JavaDoc and the Art of Speccing

by Arnout J. Kuiper

Introduction

I've worked on a lot a Java projects, and each time I see the same problems occur; especcially on the larger projects, with a larger team. One of the problems I'll highlight here: Speccing (or better: the lack of speccing).

In larger projects, it comes down to defining interfaces, which can help to reduce the complexity, and also to divide the project into subprojects. This is the place where most projects 'fail': poorly defined interfaces.

All interfaces should be specced out, because other teams do not (and should not) know the inner workings of the different subsystems. One of the ways to spec is using JavaDoc. A lot of people use JavaDoc, but the quality of the documentation is often poor. E.g.

/**
 * This interface defines a Filter.
 */
public interface Filter {

  /**
   * Main method.
   * @return a boolean.
   */
  public boolean do(String id, int nr)
      throws FilterException;

}

What does this help the developer who needs to program against this interface? Not much. Here are some questions that are bothering the developer when he/she sees this interface:

So a lot of things need some improvement.

The class itself

The JavaDoc of the class itself should contain at least a description of the purpose of its existence. A few examples on the usage of the class wouldn't harm also. If there are concerns for interface implementers, or subclassers, place them here.

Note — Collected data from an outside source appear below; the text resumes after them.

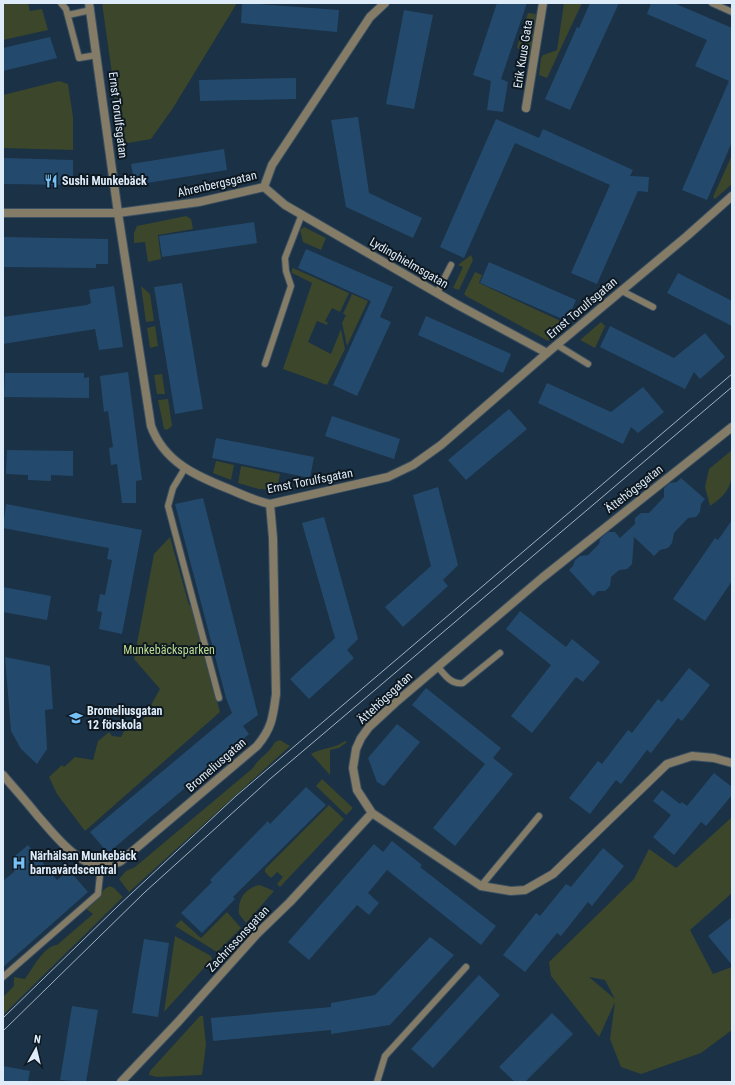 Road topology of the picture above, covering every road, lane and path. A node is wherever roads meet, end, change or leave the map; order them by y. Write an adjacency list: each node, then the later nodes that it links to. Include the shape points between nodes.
1 (61, 3): 7 (lane)
2 (385, 3): 10 (street, Ahrenbergsgatan, via 370,17 272,165)
3 (543, 3): 9 (street, Erik Kuus Gata)
4 (712, 3): 6 (lane)
5 (90, 6): 7 (lane); 8 (street, Ernst Torulfsgatan)
6 (732, 12)
7 (68, 15): 8 (lane, via 79,58)
8 (98, 55): 13 (street, Ernst Torulfsgatan)
9 (526, 108)
10 (264, 187): 13 (street, Ahrenbergsgatan, via 199,202); 14 (street, Lydinghielmsgatan, via 285,205)
11 (732, 196): 16 (street, Ernst Torulfsgatan)
12 (3, 212): 13 (street, Ahrenbergsgatan)
13 (118, 213): 24 (street, Ernst Torulfsgatan, via 151,426 164,450)
14 (302, 214): 17 (street, Lydinghielmsgatan); 21 (lane, via 285,258 290,286)
15 (451, 265): 17 (lane)
16 (622, 291): 18 (lane); 19 (street, Ernst Torulfsgatan)
17 (437, 292): 20 (street, Lydinghielmsgatan)
18 (652, 307)
19 (557, 345): 20 (street, Ernst Torulfsgatan); 22 (lane)
20 (547, 352): 25 (street, Ernst Torulfsgatan, via 441,445 413,465 388,477)
21 (265, 364)
22 (588, 364)
23 (732, 426): 27 (street, Ättehögsgatan, via 542,578)
24 (185, 468): 25 (street, Ernst Torulfsgatan, via 207,480); 28 (lane, via 173,488 168,506)
25 (270, 504): 33 (street, Bromeliusgatan, via 276,670 270,730 257,746 121,860 112,865)
26 (500, 652): 27 (lane, via 463,683 451,681)
27 (438, 667): 31 (street, Ättehögsgatan, via 369,727 358,743 354,758 355,781 357,790)
28 (219, 698)
29 (732, 763): 34 (street, Ättehögsgatan, via 692,756 667,764 552,874 525,890 511,891)
30 (4, 779): 33 (street, via 66,848 92,864)
31 (372, 813): 34 (street, Ättehögsgatan); 37 (street, Zachrissonsgatan)
32 (538, 816): 34 (lane)
33 (102, 865): 36 (lane, via 98,894)
34 (481, 886)
35 (466, 968): 38 (lane, via 385,1056)
36 (3, 977)
37 (121, 1082)
38 (377, 1082)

This is also the place to describe the lifecycle of the objects. E.g. "the init() method is called once when this object is brought into service, and the destroy() method is called once when this object is taken out of service.", "When servicing a request, the methods are called in the following order: processForm(), process(), saveState(), render()".

The class data members

Data members should also have JavaDoc comments. This documentation should describe what the data member represents, and for what purpose it is used. When possible, the documentation should also contain some statements about the value of the datamembers. E.g. "This value is set in the constructor, and should never be null.".

This will help the developer who needs to change some code in the class. If for instance the existing code relies on the fact that some data member is never null, it would be a problem when some newly added code assigns a null-value to that datamember, only because the constraints on the datamember where not documented correctly.

These constraints on datamembers can be seen as invariants.

The methods

The description

Each method should have a description. OK, that's pretty obvious, but try to be specific. For instance, take a withdraw method in a class Account. It withdraws something from an account. But does it only do that inside its own object or does it also update a database, or send a JMS message?

Checklist

  • Are external systems involved?
  • Is there collaboration with other objects?

The parameters

To make a solid specification, all parameters should be described precisely, including the constraints on the parameters. This seems a dull and unnecessary something. E.g. if the name of a parameter is a string called phonenumber, it is pretty obvious what it means. But is it? May it be null? May it be empty? What is its format? Must the countrycode be included? Are dashed or parentheses used to separate the area code from the subscriber number? Must leading zeros be included? These are all valid (and real) questions.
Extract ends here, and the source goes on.